地面に座り込み、両手を上げて降参のポーズをとる2人。中々に真に迫っている。彼らに軽く促され、さくら達も仕方なしに座り手を挙げた。





その様子を見て、自分らの威圧が効いたのだと勘違いしたのだろう。子供達はよほど嬉しくなったのか、テンション高めに命令を下した。



「長の元に連れて行く!静かについてこい!」



獲物を捕らえた部族のように、勝鬨を上げ先を進む子供達。さくら達はそれについていく。立ち上がり際に竜崎はグーサイン、作戦成功ということらしい。



…何も、ここまでしなくとも良いと思うが…。彼が楽しそうなので何も返せぬさくらなのであった。










「長!長!侵入者を連れてきました!」


とある扉の前で停止させられる一行。代表子供の一言が響くと…中から奇妙な音が。




ガタガタッ! ガシャン!



…かなり慌てているような、全く恐ろしくない音。しかし、それはすぐに鎮まった。




「入れ…」



代わりに聞こえてきたのは、荘厳な女性の声。それを合図に子供達は扉を開け、竜崎達を中へ引っ張り入れた。








「フッハッハ!よく来たな!」



そこは、おどろおどろしく飾り付けられた一室。その中央に居たのは、身長2m以上はある巨大な人物。

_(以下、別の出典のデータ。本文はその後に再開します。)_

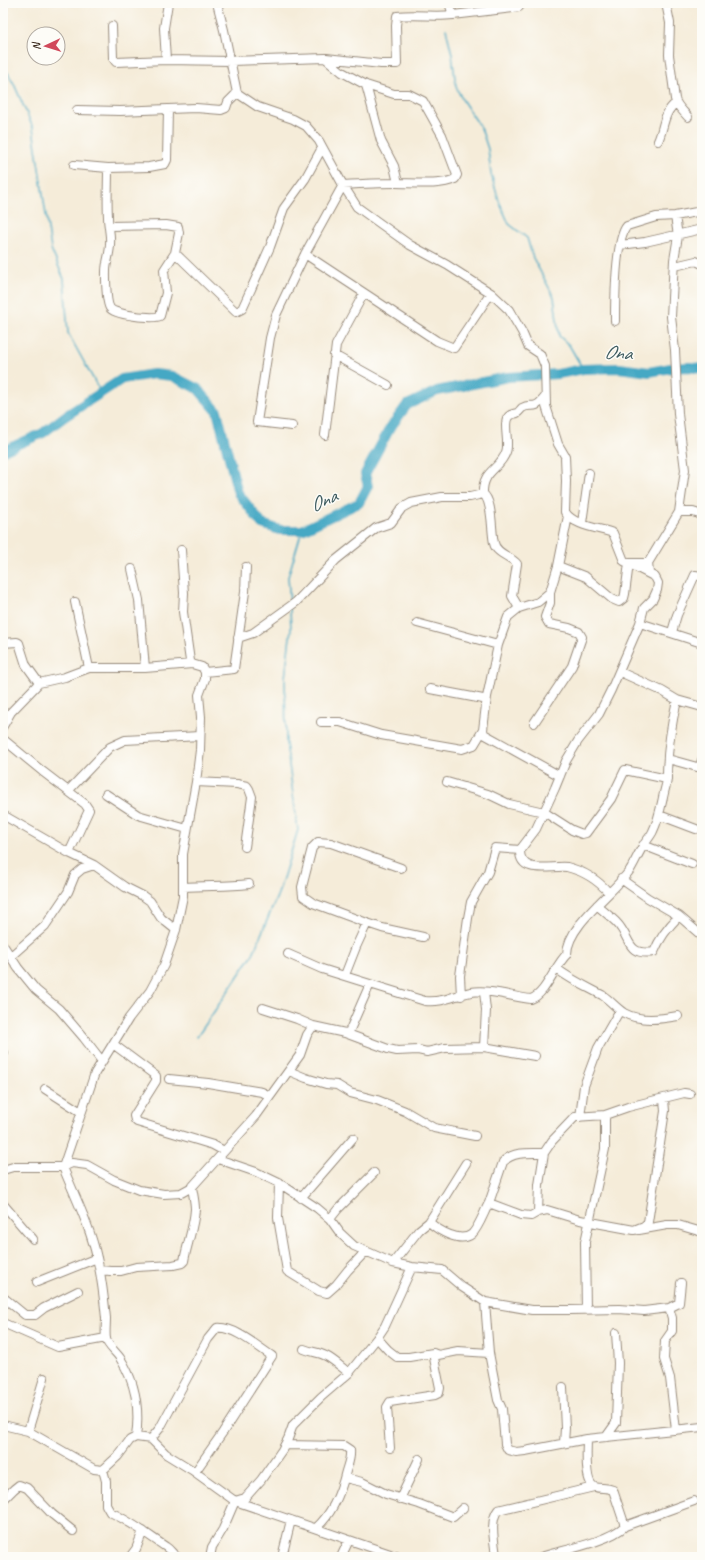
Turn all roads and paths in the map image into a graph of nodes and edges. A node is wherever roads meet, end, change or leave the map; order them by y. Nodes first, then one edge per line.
1 (168, 3) edge
2 (217, 3) edge
3 (449, 3) edge
4 (521, 3) edge
5 (666, 3) edge
6 (453, 16) junction
7 (112, 26) dead end
8 (325, 58) junction
9 (166, 60) junction
10 (230, 61) junction
11 (366, 85) junction
12 (237, 93) junction
13 (676, 103) junction
14 (168, 109) junction
15 (77, 110) dead end
16 (688, 118) dead end
17 (658, 142) dead end
18 (322, 148) junction
19 (74, 165) dead end
20 (108, 168) junction
21 (398, 183) junction
22 (342, 185) junction
23 (702, 211) edge
24 (676, 216) junction
25 (109, 226) junction
26 (702, 229) edge
27 (678, 236) junction
28 (620, 245) junction
29 (175, 253) junction
30 (305, 254) junction
31 (674, 264) junction
32 (702, 264) edge
33 (364, 293) junction
34 (491, 293) junction
35 (615, 321) dead end
36 (334, 355) junction
37 (388, 385) dead end
38 (545, 397) junction
39 (292, 426) dead end
40 (325, 435) dead end
41 (589, 473) dead end
42 (483, 494) junction
43 (679, 512) junction
44 (702, 515) edge
45 (568, 516) junction
46 (582, 523) junction
47 (181, 550) dead end
48 (629, 563) junction
49 (648, 563) junction
50 (558, 566) junction
51 (246, 568) dead end
52 (132, 569) dead end
53 (649, 573) junction
54 (702, 576) edge
55 (550, 592) junction
56 (75, 602) dead end
57 (519, 608) junction
58 (417, 623) dead end
59 (640, 623) junction
60 (672, 632) junction
61 (238, 638) junction
62 (3, 643) edge
63 (702, 643) edge
64 (498, 645) junction
65 (192, 664) junction
66 (89, 668) junction
67 (145, 668) junction
68 (205, 672) junction
69 (620, 672) junction
70 (38, 683) junction
71 (430, 689) dead end
72 (487, 697) junction
73 (678, 700) junction
74 (702, 707) edge
75 (321, 722) dead end
76 (534, 724) dead end
77 (3, 726) edge
78 (483, 730) junction
79 (200, 736) junction
80 (3, 739) edge
81 (668, 759) junction
82 (702, 760) edge
83 (560, 776) junction
84 (668, 779) junction
85 (196, 782) junction
86 (447, 782) dead end
87 (68, 791) junction
88 (106, 794) dead end
89 (544, 812) junction
90 (3, 815) edge
91 (659, 815) junction
92 (187, 829) junction
93 (696, 829) dead end
94 (643, 845) junction
95 (245, 847) dead end
96 (520, 850) junction
97 (69, 854) junction
98 (692, 864) dead end
99 (94, 865) junction
100 (401, 868) dead end
101 (622, 879) junction
102 (250, 884) dead end
103 (183, 888) junction
104 (609, 893) junction
105 (597, 905) junction
106 (679, 916) junction
107 (368, 923) junction
108 (176, 930) junction
109 (702, 936) edge
110 (423, 937) dead end
111 (3, 945) edge
112 (288, 954) dead end
113 (11, 956) junction
114 (557, 969) junction
115 (346, 976) junction
116 (370, 984) junction
117 (484, 992) junction
118 (461, 996) junction
119 (263, 1008) dead end
120 (620, 1010) junction
121 (678, 1016) dead end
122 (313, 1026) junction
123 (345, 1033) junction
124 (113, 1044) junction
125 (484, 1047) junction
126 (535, 1056) dead end
127 (101, 1060) junction
128 (289, 1071) junction
129 (169, 1079) dead end
130 (45, 1088) dead end
131 (690, 1094) dead end
132 (270, 1096) junction
133 (664, 1099) junction
134 (81, 1112) junction
135 (605, 1115) junction
136 (580, 1117) junction
137 (475, 1136) dead end
138 (353, 1138) dead end
139 (224, 1152) junction
140 (544, 1153) junction
141 (218, 1159) junction
142 (466, 1163) dead end
143 (63, 1167) junction
144 (3, 1170) edge
145 (374, 1173) dead end
146 (279, 1183) junction
147 (192, 1187) junction
148 (301, 1198) junction
149 (489, 1203) junction
150 (3, 1204) edge
151 (538, 1212) junction
152 (330, 1219) junction
153 (429, 1222) junction
154 (588, 1222) junction
155 (634, 1230) junction
156 (702, 1232) edge
157 (33, 1239) dead end
158 (366, 1251) junction
159 (97, 1258) junction
160 (392, 1263) junction
161 (412, 1267) junction
162 (100, 1270) junction
163 (37, 1282) dead end
164 (681, 1283) dead end
165 (78, 1291) dead end
166 (3, 1297) edge
167 (485, 1302) junction
168 (669, 1308) junction
169 (586, 1310) junction
170 (3, 1324) edge
171 (616, 1333) dead end
172 (106, 1338) junction
173 (377, 1338) junction
174 (304, 1349) dead end
175 (433, 1353) junction
176 (489, 1353) junction
177 (349, 1374) junction
178 (44, 1378) dead end
179 (563, 1387) dead end
180 (3, 1425) edge
181 (702, 1428) edge
182 (676, 1430) junction
183 (28, 1431) junction
184 (136, 1437) junction
185 (606, 1437) junction
186 (151, 1439) junction
187 (587, 1439) junction
188 (564, 1443) junction
189 (285, 1445) junction
190 (390, 1448) dead end
191 (419, 1459) dead end
192 (103, 1470) junction
193 (195, 1472) junction
194 (345, 1478) junction
195 (594, 1487) junction
196 (400, 1499) junction
197 (3, 1500) edge
198 (235, 1501) junction
199 (694, 1501) dead end
200 (463, 1508) dead end
201 (291, 1520) junction
202 (626, 1526) junction
203 (316, 1528) junction
204 (73, 1531) dead end
205 (143, 1531) junction
206 (349, 1540) junction
207 (130, 1557) edge
208 (177, 1557) edge
209 (182, 1557) edge
210 (210, 1557) edge
211 (282, 1557) edge
212 (341, 1557) edge
213 (399, 1557) edge
214 (496, 1557) edge
215 (541, 1557) edge

1 - 9 street
2 - 10 street
3 - 6 street
4 - 6 street
5 - 13 street
6 - 8 street
7 - 9 street
8 - 10 street
8 - 11 street
9 - 10 street
10 - 12 street
11 - 21 street
11 - 21 street
12 - 14 street
12 - 18 street
13 - 16 street
13 - 17 street
14 - 15 street
14 - 20 street
18 - 22 street
18 - 29 street
19 - 20 street
20 - 25 street
21 - 22 street
22 - 30 street
22 - 34 street
23 - 24 street
24 - 27 street
24 - 28 street
25 - 29 street
25 - 29 street
26 - 27 street
27 - 28 street
27 - 31 street
28 - 35 street
30 - 33 street
30 - 39 street
31 - 32 street
31 - 43 street
33 - 34 street
33 - 36 street
34 - 38 street
36 - 37 street
36 - 40 street
38 - 42 street
38 - 45 street
41 - 46 street
42 - 57 street
42 - 61 street
43 - 44 street
43 - 49 street
45 - 46 street
45 - 50 street
46 - 48 street
47 - 65 street
48 - 49 street
48 - 50 street
48 - 53 street
49 - 53 street
50 - 55 street
51 - 61 street
52 - 67 street
53 - 59 street
54 - 60 street
55 - 57 street
55 - 76 street
56 - 66 street
57 - 64 street
58 - 64 street
59 - 60 street
59 - 69 street
60 - 63 street
61 - 68 street
62 - 70 street
64 - 72 street
65 - 67 street
65 - 68 street
66 - 67 street
66 - 70 street
68 - 79 street
69 - 73 street
69 - 83 street
70 - 77 street
71 - 72 street
72 - 78 street
73 - 74 street
73 - 81 street
75 - 78 street
78 - 83 street
79 - 85 street
79 - 87 street
80 - 87 street
81 - 82 street
81 - 84 street
83 - 89 street
84 - 89 street
84 - 91 street
85 - 92 street
85 - 95 street
86 - 89 street
87 - 97 street
88 - 92 street
89 - 96 street
90 - 97 street
91 - 93 street
91 - 94 street
92 - 103 street
94 - 98 street
94 - 101 street
96 - 104 street
96 - 118 street
97 - 99 street
99 - 108 street
99 - 113 street
100 - 107 street
101 - 104 street
101 - 106 street
102 - 103 street
103 - 108 street
104 - 105 street
105 - 106 street
105 - 114 street
106 - 109 street
107 - 110 street
107 - 115 street
108 - 124 street
111 - 113 street
112 - 115 street
113 - 127 street
114 - 117 street
114 - 120 street
115 - 116 street
116 - 118 street
116 - 123 street
117 - 118 street
117 - 125 street
119 - 122 street
120 - 121 street
120 - 136 street
122 - 123 street
122 - 128 street
123 - 125 street
124 - 127 street
124 - 139 street
125 - 126 street
127 - 134 street
128 - 132 street
128 - 137 street
129 - 132 street
130 - 134 street
131 - 133 street
132 - 139 street
133 - 135 street
133 - 155 street
134 - 143 street
135 - 136 street
135 - 154 street
136 - 140 street
138 - 148 street
139 - 141 street
140 - 149 street
140 - 151 street
141 - 146 street
141 - 147 street
142 - 153 street
143 - 144 street
143 - 147 street
143 - 159 street
145 - 152 street
146 - 148 street
146 - 158 street
147 - 162 street
148 - 152 street
149 - 151 street
149 - 153 street
150 - 157 street
151 - 154 street
152 - 158 street
153 - 160 street
154 - 155 street
154 - 169 street
155 - 156 street
158 - 160 street
159 - 162 street
159 - 163 street
160 - 161 street
161 - 167 street
161 - 173 street
162 - 172 street
164 - 168 street
165 - 166 street
167 - 169 street
167 - 176 street
168 - 169 street
168 - 182 street
170 - 172 street
171 - 185 street
172 - 184 street
173 - 175 street
173 - 177 street
174 - 177 street
175 - 176 street
175 - 190 street
176 - 188 street
177 - 189 street
178 - 183 street
179 - 188 street
180 - 183 street
181 - 182 street
182 - 185 street
183 - 192 street
184 - 186 street
184 - 192 street
185 - 187 street
186 - 193 street
186 - 193 street
187 - 188 street
187 - 195 street
189 - 194 street
189 - 198 street
191 - 196 street
192 - 205 street
193 - 198 street
194 - 196 street
194 - 203 street
195 - 202 street
195 - 214 street
196 - 200 street
197 - 204 street
198 - 201 street
198 - 210 street
199 - 202 street
201 - 203 street
201 - 211 street
202 - 215 street
203 - 206 street
205 - 207 street
205 - 208 street
206 - 212 street
206 - 213 street
208 - 209 street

けばけばしい衣装を身にまとい、子供達よりも豪華な仮面をつけている。確かに長というに相応しい貫禄である。



「我がダンジョンを攻略し、ここまでくるとは…褒めて遣わそうではないか!」



大仰な動きを見せる長に、思わず武器を構えるさくらとオカム。…だが、竜崎達に手で小さく制された。




「「……。」」



そして、ただただ化け物じみた長を見つめる教師2人。何故か笑顔。 長はそれに少々たじろいだ様子であったが、威厳をもって言葉を続けた。




「迷い人なれば出口まで案内しよう。ただし我らの事は口外無用。もし禁を破れば…呪いが貴様らに降りかかるだろうッ!!」



彼女の強さを証明するかのように部屋の灯りがチカチカ点滅し、物はガタガタと震える。子供達は一斉にひれ伏し、さくら達の背筋もゾワリと。






だが…教師陣は――。




「「……ふふっ…!」」




なんとなんと、笑いを堪えきれないかの如く噴き出したではないか。それを見て、長は喋り方を変えた。